Teradata Compression Considerations

When Teradata compression becomes pressing

Have you ever seen your data warehouse approaching space limits or some of your tables’ Current Perm skyrocketing as you start loading data?

If so, use compression as an addition to your space management effort.

Compression is a table column definition addendum whereby you define the most common values as “given” so that they do not consume space once for every occurrence in the row. The value is kept on a “higher-order,” namely in the table header definition.

Before we explore the possibilities, a note on the limitations:

  • One cannot compress all kinds of tables; volatile ones are exempt
  • One cannot compress on index or partitioning columns
  • Depending on the Teradata Release you are working with, data types such as VARCHAR or TIMESTAMP cannot be compressed
  • You can add compression values only up to the point where the table header section’s space is used up

Now for the more rewarding part, what can and should be done.

Ideally, data demographics or reliable forecasts on a table are already at hand. If not, do a row count over the attributes you intend to compress and sort it over the row number in descending order.

Compression is a promising try for attributes with relatively few values. It works best for near-constant flags or types code columns of large tables with tens of millions of records and more. We do not recommend to compress IDs or other columns that are close to holding a separate value for every row. Also, we have never seen results worth implementing for columns with equal distributions over relatively many distinct values.

 

A budget approach for getting it done

To execute the following procedure for column choice, required documentation and recommendation you do not need to have a detailed technical understanding of what exactly happens where. Use the approach presented below as a “budget” one when you need to deliver some results quite soon.
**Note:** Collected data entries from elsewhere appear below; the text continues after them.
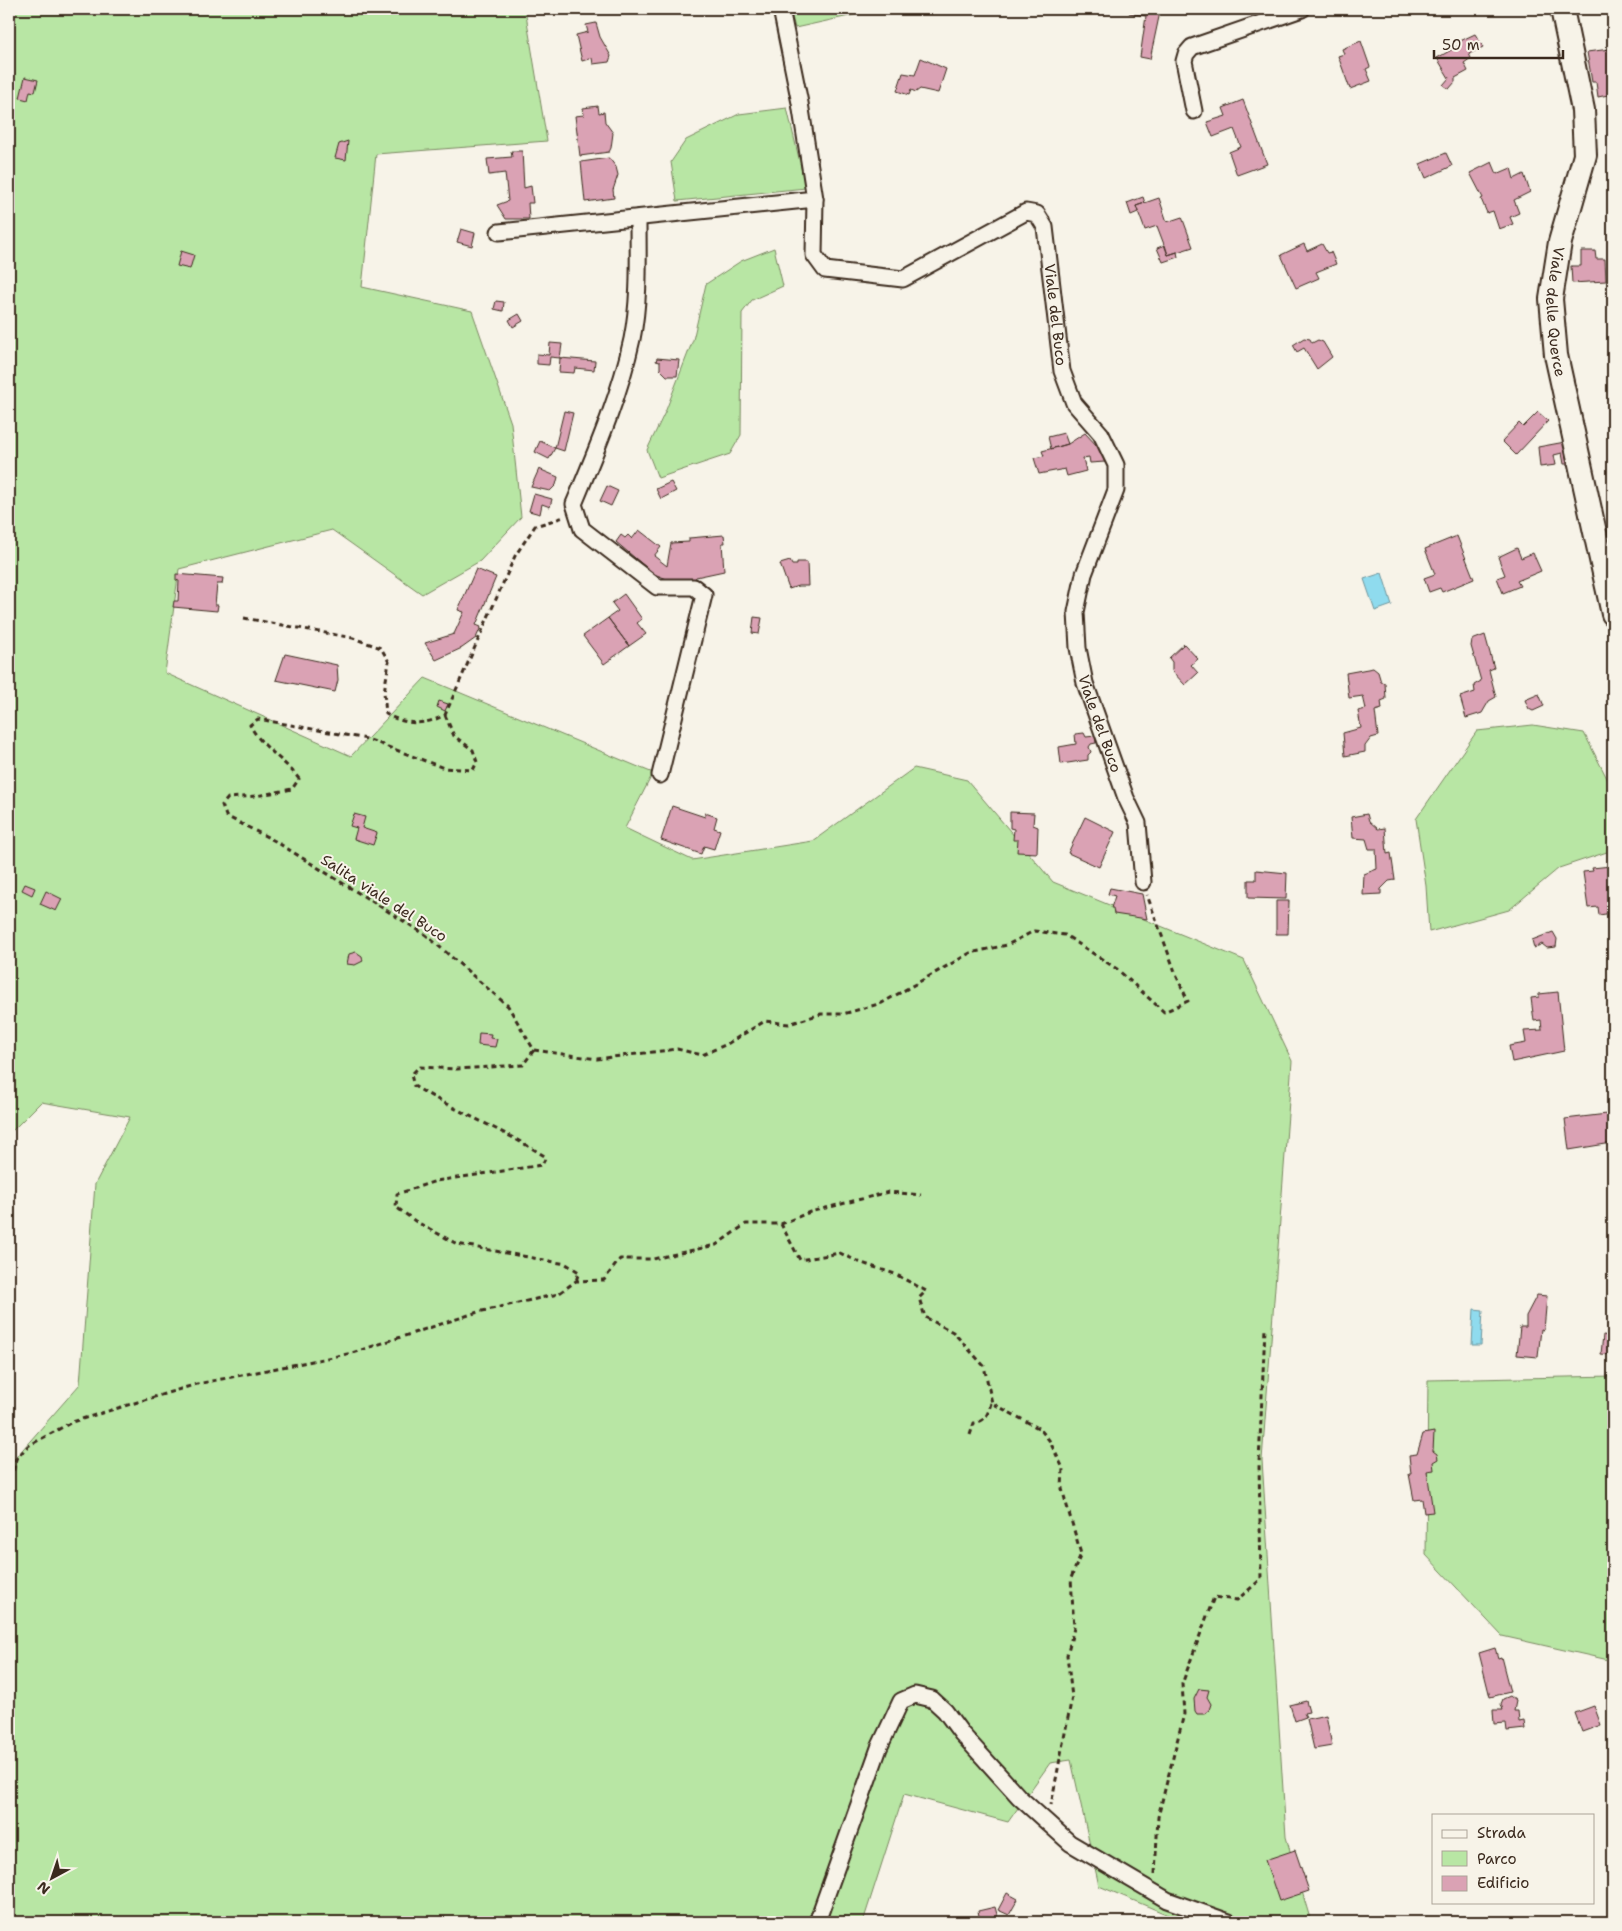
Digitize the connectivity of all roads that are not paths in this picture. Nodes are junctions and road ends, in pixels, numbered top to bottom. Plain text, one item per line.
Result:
1 (781, 9) edge
2 (1302, 9) edge
3 (1562, 9) edge
4 (1194, 111) dead end
5 (815, 199) junction
6 (638, 218) junction
7 (498, 232) dead end
8 (1613, 614) edge
9 (660, 775) dead end
10 (1143, 882) road end
11 (818, 1922) edge
12 (1229, 1922) edge

1 - 5 street, Viale del Buco
2 - 4 street
3 - 8 street, Viale delle Querce
5 - 6 street
5 - 10 street, Viale del Buco
6 - 7 street
6 - 9 street
11 - 12 street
Start with all columns of all tables of your database and apply the following filters:

Technical filter1:

Exclude all columns that are not eligible for compression because of their technical role (primary index, partition). Excluding is a hard filter at this point. Only a change of the physical data model could alter your decision here.

Technical filter 2:

Exclude all columns that do not have the right data type for compression. This filter is less restrictive as data types can be changed if the original design was more of an educated guess than a prudent decision.
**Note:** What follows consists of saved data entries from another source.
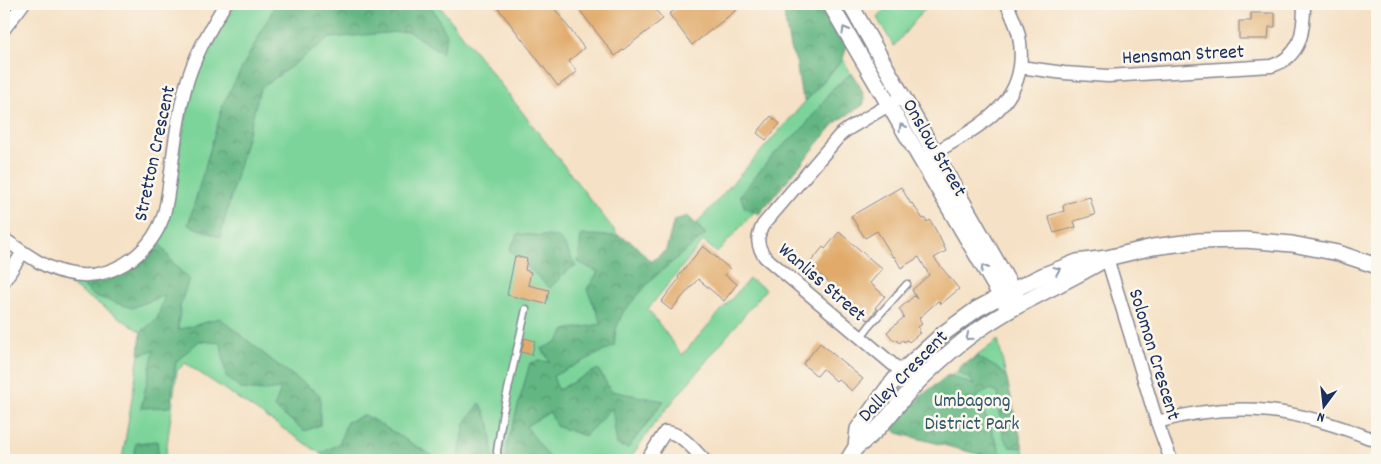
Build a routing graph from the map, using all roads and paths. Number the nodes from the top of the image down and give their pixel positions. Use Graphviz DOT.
graph roads {
  1 [pos="23,4"];
  2 [pos="225,4"];
  3 [pos="830,4"];
  4 [pos="850,4"];
  5 [pos="1008,4"];
  6 [pos="1304,4"];
  7 [pos="4,30"];
  8 [pos="1020,67"];
  9 [pos="903,97"];
  10 [pos="889,105"];
  11 [pos="935,152"];
  12 [pos="921,160"];
  13 [pos="965,220"];
  14 [pos="4,239"];
  15 [pos="23,252"];
  16 [pos="1107,258"];
  17 [pos="1377,266"];
  18 [pos="4,281"];
  19 [pos="907,284"];
  20 [pos="1011,300"];
  21 [pos="526,309"];
  22 [pos="861,337"];
  23 [pos="901,372"];
  24 [pos="916,384"];
  25 [pos="1157,422"];
  26 [pos="1377,441"];
  27 [pos="856,447"];
  28 [pos="498,460"];
  29 [pos="648,460"];
  30 [pos="704,460"];
  31 [pos="848,460"];
  32 [pos="1171,460"];
  1 -- 7 [label="street"];
  2 -- 15 [label="street, Stretton Crescent"];
  10 -- 3 [label="street, Onslow Street, one-way"];
  4 -- 9 [label="street, Onslow Street"];
  5 -- 8 [label="street"];
  6 -- 8 [label="street, Hensman Street"];
  8 -- 11 [label="street"];
  9 -- 10 [label="street, Wanliss Street"];
  9 -- 11 [label="street, Onslow Street"];
  12 -- 10 [label="street, Onslow Street, one-way"];
  10 -- 22 [label="street, Wanliss Street"];
  11 -- 12 [label="street"];
  11 -- 13 [label="street, Onslow Street"];
  12 -- 13 [label="street, Onslow Street"];
  13 -- 20 [label="street, Onslow Street"];
  14 -- 15 [label="street, Stretton Crescent"];
  15 -- 18 [label="street"];
  16 -- 17 [label="street, Dalley Crescent"];
  16 -- 20 [label="street, Dalley Crescent"];
  16 -- 25 [label="street, Solomon Crescent"];
  19 -- 22 [label="lane"];
  20 -- 23 [label="street, Dalley Crescent"];
  20 -- 24 [label="street, Dalley Crescent, one-way"];
  21 -- 28 [label="lane"];
  22 -- 23 [label="street, Wanliss Street"];
  23 -- 24 [label="street, Wanliss Street"];
  23 -- 27 [label="street, Dalley Crescent"];
  24 -- 27 [label="street, Dalley Crescent"];
  25 -- 26 [label="street"];
  25 -- 32 [label="street, Solomon Crescent"];
  27 -- 31 [label="street, Dalley Crescent"];
  29 -- 30 [label="street"];
}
Next, we can apply a global minimum benefit filter on the tables by eliminating all those below a current size as well as those with no further growth expected, given size. If you do not want to exclude tables right away or have no “small” ones in your database, you can rank them by non-technical urgency criteria such as usage in reporting.
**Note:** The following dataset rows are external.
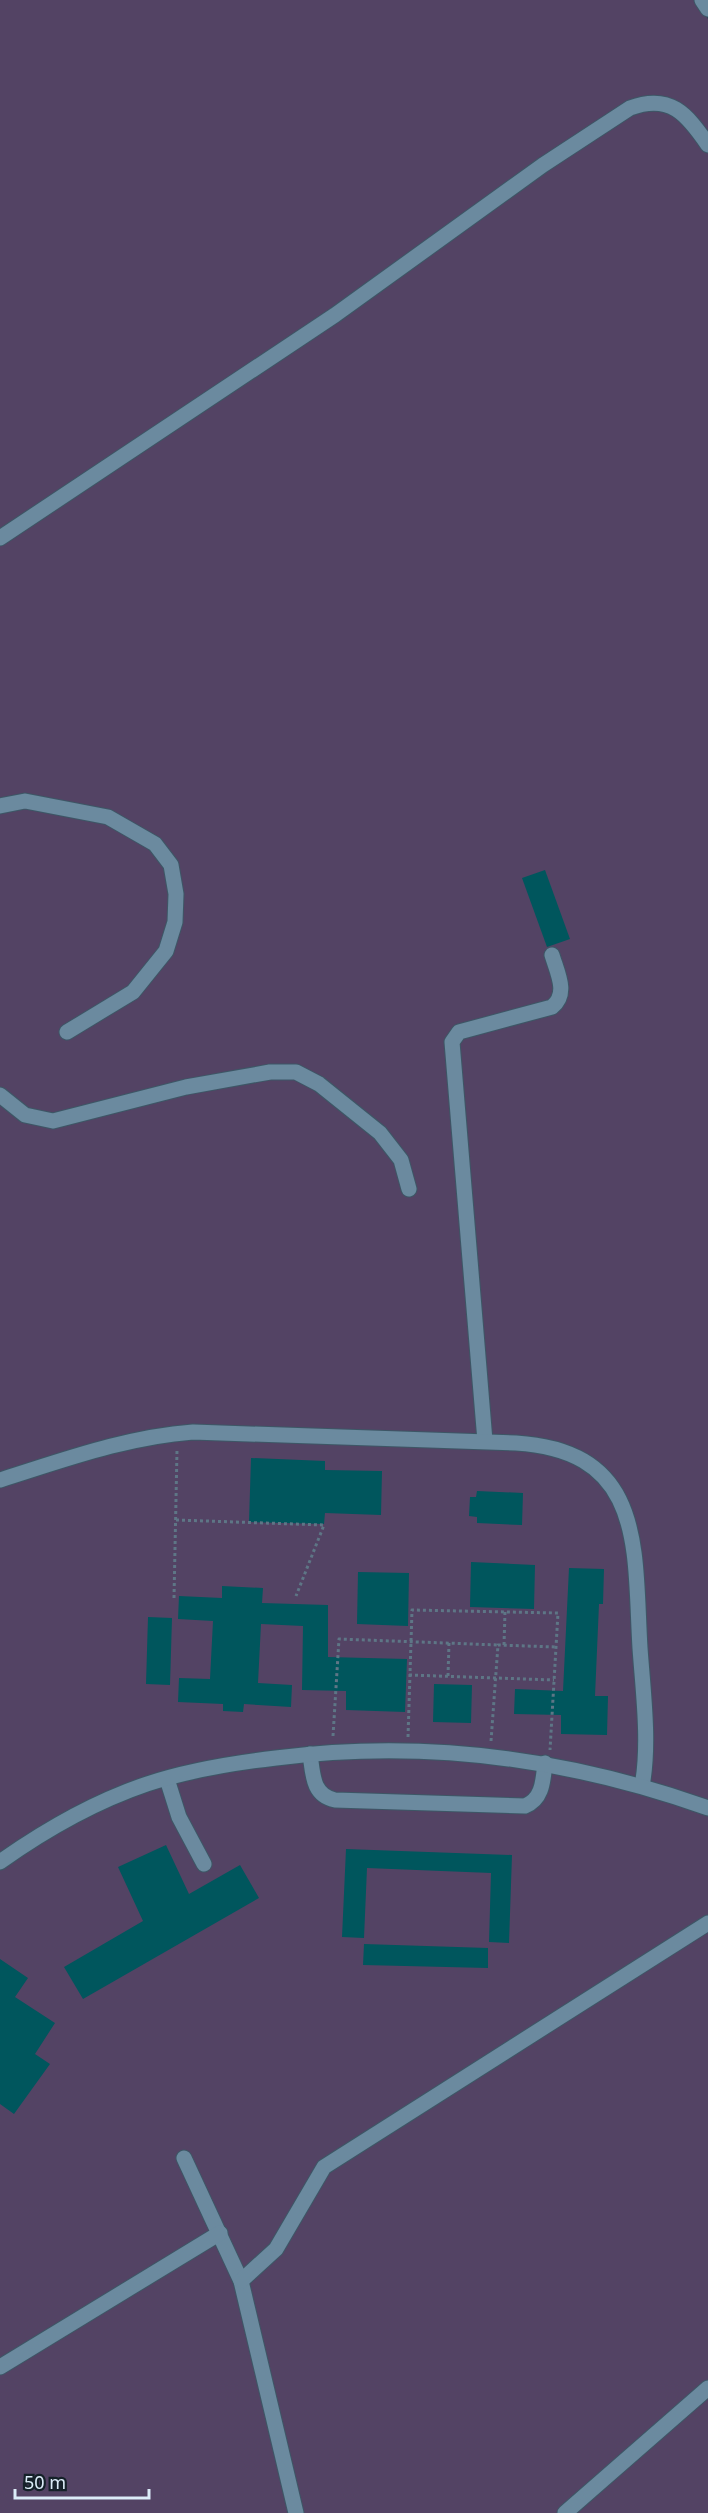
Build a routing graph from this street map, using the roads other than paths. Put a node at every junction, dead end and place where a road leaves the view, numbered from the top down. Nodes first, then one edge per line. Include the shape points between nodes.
1 (702, 0) edge
2 (708, 9) edge
3 (708, 145) edge
4 (0, 538) edge
5 (0, 806) edge
6 (552, 955) dead end
7 (67, 1032) dead end
8 (0, 1095) edge
9 (409, 1189) dead end
10 (485, 1441) junction
11 (0, 1480) edge
12 (310, 1754) junction
13 (547, 1763) junction
14 (167, 1779) junction
15 (642, 1786) junction
16 (708, 1808) edge
17 (0, 1862) edge
18 (204, 1864) dead end
19 (708, 1923) edge
20 (184, 2158) dead end
21 (220, 2233) junction
22 (241, 2281) junction
23 (0, 2367) edge
24 (708, 2388) edge
25 (296, 2513) edge
26 (565, 2513) edge

1 - 2 street
3 - 4 street via 683,113 669,105 645,102 630,108 543,165 335,315
5 - 7 street via 25,801 108,817 155,844 171,865 176,922 166,951 133,992
6 - 10 street via 562,991 560,1001 459,1032 452,1042
8 - 9 street via 26,1115 53,1121 186,1087 270,1072 296,1072 319,1084 386,1140 401,1160
10 - 11 street via 178,1433 112,1445
10 - 15 street via 535,1444 567,1453 604,1479 622,1502 635,1554 643,1700
12 - 13 street via 408,1750
12 - 13 street via 315,1788 335,1800 525,1806 539,1795
12 - 14 street via 241,1762
13 - 15 street
14 - 17 street via 119,1795 61,1822
14 - 18 street via 179,1817
15 - 16 street
19 - 22 street via 324,2167 276,2249
20 - 21 street
21 - 22 street
21 - 23 street
22 - 25 street
24 - 26 street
For all the table columns left, we can now have a look at the degree of concentration of values in the column. A column with a very high concentration on only a few values is a more promising candidate for compression than a column whose millions of different values spread evenly. We can apply a standard measure from the field of market concentration for our purpose: the Herfindahl-Index (HI). The closer the value of a column is to 1 the more potential for compression.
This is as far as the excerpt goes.